[Data for processing — start]

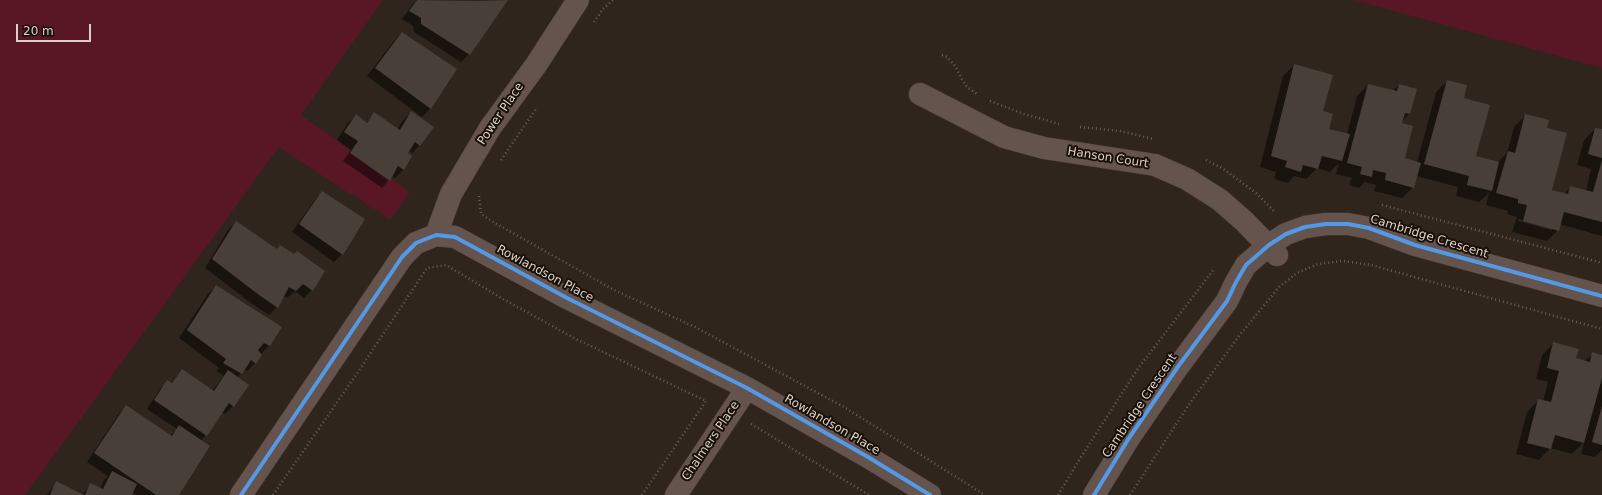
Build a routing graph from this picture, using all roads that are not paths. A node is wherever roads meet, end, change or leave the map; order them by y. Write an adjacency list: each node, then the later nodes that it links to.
1 (578, 0): 3 (street, Power Place)
2 (920, 94): 4 (street, Hanson Court)
3 (436, 235): 6 (street, Rowlandson Place); 7 (street, Rowlandson Place)
4 (1273, 250): 5 (street, Cambridge Crescent); 10 (street, Cambridge Crescent)
5 (1602, 296)
6 (747, 388): 8 (street, Chalmers Place); 9 (street, Rowlandson Place)
7 (241, 495)
8 (676, 495)
9 (930, 495)
10 (1094, 495)

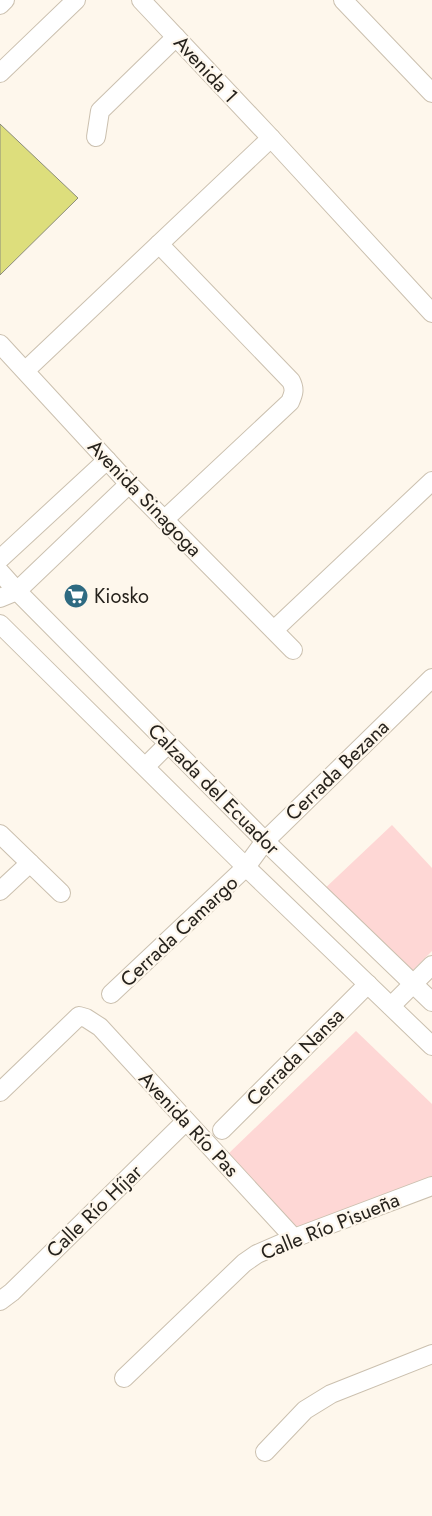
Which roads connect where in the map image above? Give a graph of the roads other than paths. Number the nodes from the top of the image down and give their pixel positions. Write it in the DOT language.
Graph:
graph roads {
  1 [pos="5,0"];
  2 [pos="76,0"];
  3 [pos="141,0"];
  4 [pos="344,0"];
  5 [pos="0,4"];
  6 [pos="176,37"];
  7 [pos="0,73"];
  8 [pos="430,86"];
  9 [pos="96,137"];
  10 [pos="271,138"];
  11 [pos="158,244"];
  12 [pos="432,312"];
  13 [pos="0,344"];
  14 [pos="26,370"];
  15 [pos="107,460"];
  16 [pos="432,481"];
  17 [pos="129,484"];
  18 [pos="164,520"];
  19 [pos="0,559"];
  20 [pos="0,572"];
  21 [pos="17,591"];
  22 [pos="0,598"];
  23 [pos="0,624"];
  24 [pos="274,630"];
  25 [pos="293,650"];
  26 [pos="432,678"];
  27 [pos="168,744"];
  28 [pos="146,766"];
  29 [pos="0,834"];
  30 [pos="265,841"];
  31 [pos="30,863"];
  32 [pos="246,867"];
  33 [pos="0,891"];
  34 [pos="61,893"];
  35 [pos="432,965"];
  36 [pos="368,984"];
  37 [pos="413,984"];
  38 [pos="111,994"];
  39 [pos="432,1002"];
  40 [pos="392,1006"];
  41 [pos="432,1046"];
  42 [pos="0,1092"];
  43 [pos="186,1120"];
  44 [pos="222,1130"];
  45 [pos="432,1186"];
  46 [pos="294,1238"];
  47 [pos="0,1301"];
  48 [pos="432,1354"];
  49 [pos="124,1378"];
  50 [pos="265,1452"];
  1 -- 5 [label="street"];
  2 -- 7 [label="street"];
  3 -- 6 [label="street, Avenida 1"];
  4 -- 8 [label="street"];
  6 -- 9 [label="street"];
  6 -- 10 [label="street, Avenida 1"];
  10 -- 11 [label="street"];
  10 -- 12 [label="street, Avenida 1"];
  11 -- 14 [label="street"];
  11 -- 18 [label="street"];
  13 -- 14 [label="street, Avenida Sinagoga"];
  14 -- 15 [label="street, Avenida Sinagoga"];
  15 -- 17 [label="street, Avenida Sinagoga"];
  15 -- 19 [label="street"];
  16 -- 24 [label="street"];
  17 -- 18 [label="street, Avenida Sinagoga"];
  17 -- 21 [label="street"];
  18 -- 24 [label="street, Avenida Sinagoga"];
  20 -- 21 [label="street, Calzada del Ecuador"];
  21 -- 22 [label="street"];
  21 -- 27 [label="street, Calzada del Ecuador"];
  23 -- 28 [label="street, Calzada del Ecuador"];
  24 -- 25 [label="street, Avenida Sinagoga"];
  26 -- 30 [label="street, Cerrada Bezana"];
  27 -- 28 [label="street"];
  27 -- 30 [label="street, Calzada del Ecuador"];
  28 -- 32 [label="street, Calzada del Ecuador"];
  29 -- 31 [label="street"];
  30 -- 32 [label="street, Cerrada Bezana"];
  30 -- 37 [label="street, Calzada del Ecuador"];
  31 -- 33 [label="street"];
  31 -- 34 [label="street"];
  32 -- 36 [label="street, Calzada del Ecuador"];
  32 -- 38 [label="street, Cerrada Camargo"];
  35 -- 37 [label="street"];
  36 -- 40 [label="street, Calzada del Ecuador"];
  36 -- 44 [label="street, Cerrada Nansa"];
  37 -- 39 [label="street, Calzada del Ecuador"];
  37 -- 40 [label="street"];
  40 -- 41 [label="street, Calzada del Ecuador"];
  42 -- 43 [label="street, Avenida Río Pas"];
  43 -- 46 [label="street, Avenida Río Pas"];
  43 -- 47 [label="street, Calle Río Híjar"];
  45 -- 46 [label="street, Calle Río Pisueña"];
  46 -- 49 [label="street, Calle Río Pisueña"];
  48 -- 50 [label="street"];
}
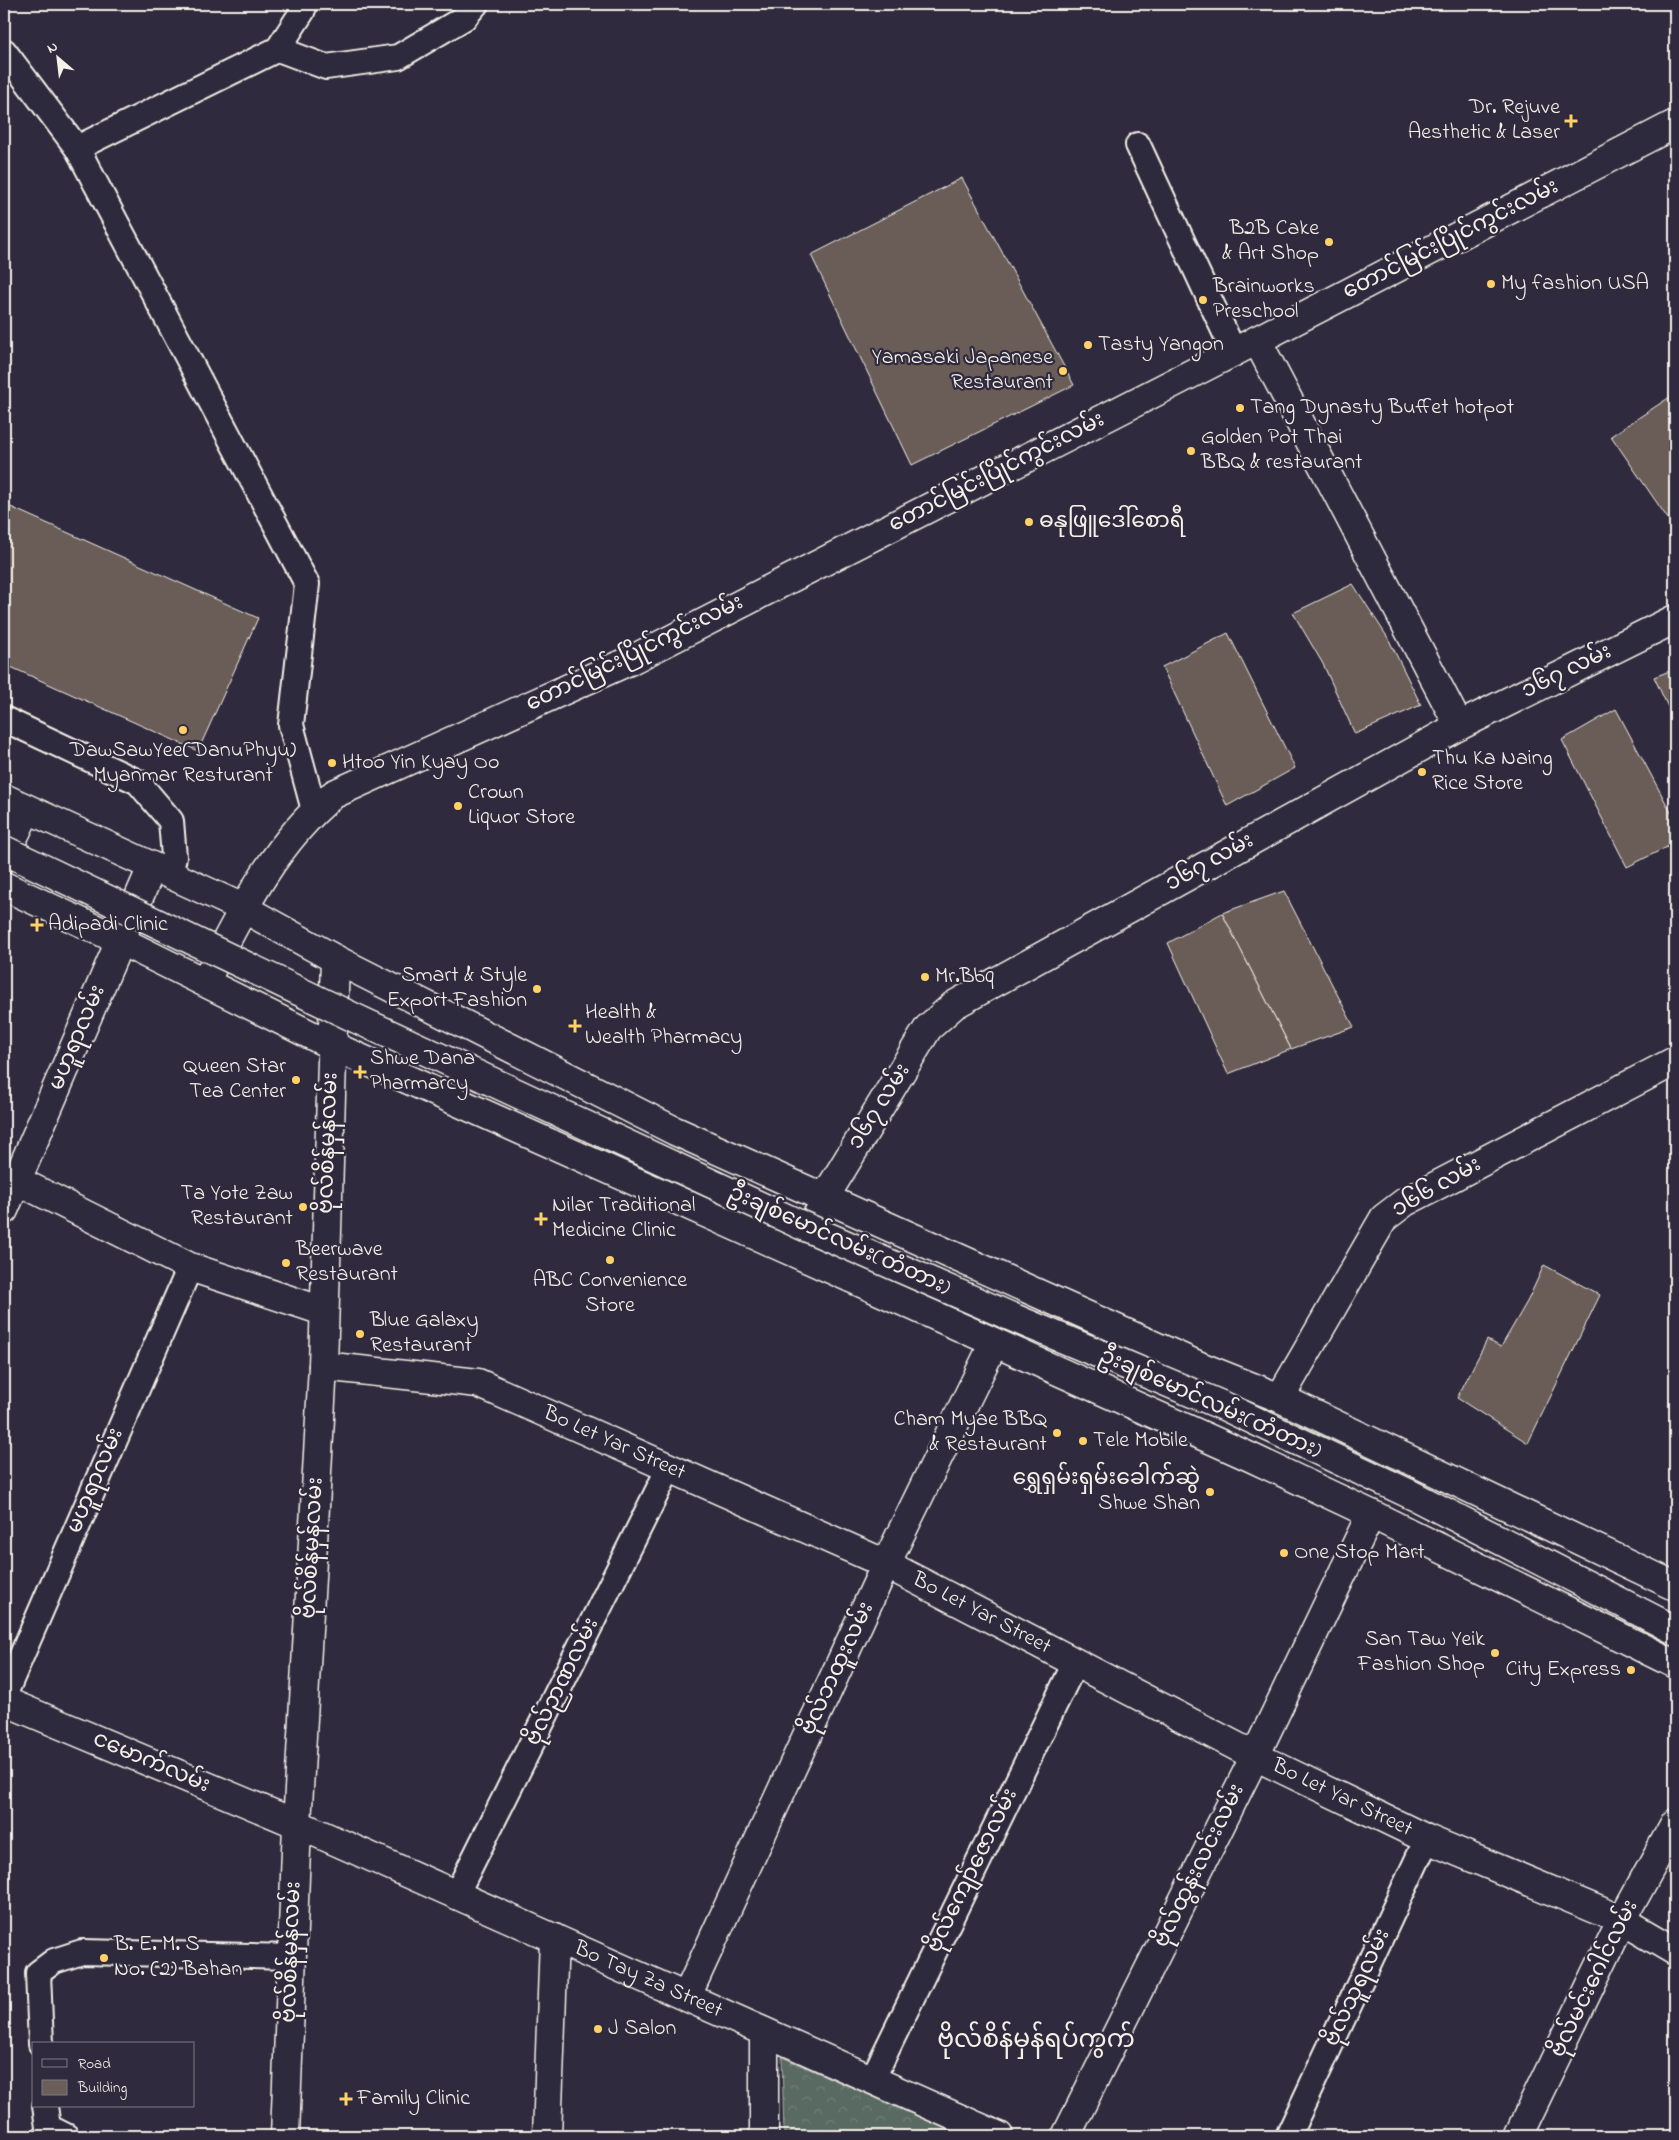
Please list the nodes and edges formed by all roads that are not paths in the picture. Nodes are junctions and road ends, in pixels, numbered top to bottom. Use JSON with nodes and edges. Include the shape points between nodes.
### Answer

[Data for processing — finish]

Problem to solve | Retype the data above exactly. Do not carry over any images.

Answer section |
Build a routing graph from this picture, using all roads that are not paths. A node is wherever roads meet, end, change or leave the map; order them by y. Write an adjacency list: each node, then the later nodes that it links to.
1 (578, 0): 3 (street, Power Place)
2 (920, 94): 4 (street, Hanson Court)
3 (436, 235): 6 (street, Rowlandson Place); 7 (street, Rowlandson Place)
4 (1273, 250): 5 (street, Cambridge Crescent); 10 (street, Cambridge Crescent)
5 (1602, 296)
6 (747, 388): 8 (street, Chalmers Place); 9 (street, Rowlandson Place)
7 (241, 495)
8 (676, 495)
9 (930, 495)
10 (1094, 495)

Which roads connect where in the map image above? Give a graph of the roads other than paths. Number the nodes from the top of the image down and give their pixel positions. Write it in the DOT language.
Graph:
graph roads {
  1 [pos="5,0"];
  2 [pos="76,0"];
  3 [pos="141,0"];
  4 [pos="344,0"];
  5 [pos="0,4"];
  6 [pos="176,37"];
  7 [pos="0,73"];
  8 [pos="430,86"];
  9 [pos="96,137"];
  10 [pos="271,138"];
  11 [pos="158,244"];
  12 [pos="432,312"];
  13 [pos="0,344"];
  14 [pos="26,370"];
  15 [pos="107,460"];
  16 [pos="432,481"];
  17 [pos="129,484"];
  18 [pos="164,520"];
  19 [pos="0,559"];
  20 [pos="0,572"];
  21 [pos="17,591"];
  22 [pos="0,598"];
  23 [pos="0,624"];
  24 [pos="274,630"];
  25 [pos="293,650"];
  26 [pos="432,678"];
  27 [pos="168,744"];
  28 [pos="146,766"];
  29 [pos="0,834"];
  30 [pos="265,841"];
  31 [pos="30,863"];
  32 [pos="246,867"];
  33 [pos="0,891"];
  34 [pos="61,893"];
  35 [pos="432,965"];
  36 [pos="368,984"];
  37 [pos="413,984"];
  38 [pos="111,994"];
  39 [pos="432,1002"];
  40 [pos="392,1006"];
  41 [pos="432,1046"];
  42 [pos="0,1092"];
  43 [pos="186,1120"];
  44 [pos="222,1130"];
  45 [pos="432,1186"];
  46 [pos="294,1238"];
  47 [pos="0,1301"];
  48 [pos="432,1354"];
  49 [pos="124,1378"];
  50 [pos="265,1452"];
  1 -- 5 [label="street"];
  2 -- 7 [label="street"];
  3 -- 6 [label="street, Avenida 1"];
  4 -- 8 [label="street"];
  6 -- 9 [label="street"];
  6 -- 10 [label="street, Avenida 1"];
  10 -- 11 [label="street"];
  10 -- 12 [label="street, Avenida 1"];
  11 -- 14 [label="street"];
  11 -- 18 [label="street"];
  13 -- 14 [label="street, Avenida Sinagoga"];
  14 -- 15 [label="street, Avenida Sinagoga"];
  15 -- 17 [label="street, Avenida Sinagoga"];
  15 -- 19 [label="street"];
  16 -- 24 [label="street"];
  17 -- 18 [label="street, Avenida Sinagoga"];
  17 -- 21 [label="street"];
  18 -- 24 [label="street, Avenida Sinagoga"];
  20 -- 21 [label="street, Calzada del Ecuador"];
  21 -- 22 [label="street"];
  21 -- 27 [label="street, Calzada del Ecuador"];
  23 -- 28 [label="street, Calzada del Ecuador"];
  24 -- 25 [label="street, Avenida Sinagoga"];
  26 -- 30 [label="street, Cerrada Bezana"];
  27 -- 28 [label="street"];
  27 -- 30 [label="street, Calzada del Ecuador"];
  28 -- 32 [label="street, Calzada del Ecuador"];
  29 -- 31 [label="street"];
  30 -- 32 [label="street, Cerrada Bezana"];
  30 -- 37 [label="street, Calzada del Ecuador"];
  31 -- 33 [label="street"];
  31 -- 34 [label="street"];
  32 -- 36 [label="street, Calzada del Ecuador"];
  32 -- 38 [label="street, Cerrada Camargo"];
  35 -- 37 [label="street"];
  36 -- 40 [label="street, Calzada del Ecuador"];
  36 -- 44 [label="street, Cerrada Nansa"];
  37 -- 39 [label="street, Calzada del Ecuador"];
  37 -- 40 [label="street"];
  40 -- 41 [label="street, Calzada del Ecuador"];
  42 -- 43 [label="street, Avenida Río Pas"];
  43 -- 46 [label="street, Avenida Río Pas"];
  43 -- 47 [label="street, Calle Río Híjar"];
  45 -- 46 [label="street, Calle Río Pisueña"];
  46 -- 49 [label="street, Calle Río Pisueña"];
  48 -- 50 [label="street"];
}
Please list the nodes and edges formed by all roads that are not paths in the picture. Nodes are junctions and road ends, in pixels, numbered top to bottom. Use JSON with nodes and edges. Include the shape points between nodes.
### Answer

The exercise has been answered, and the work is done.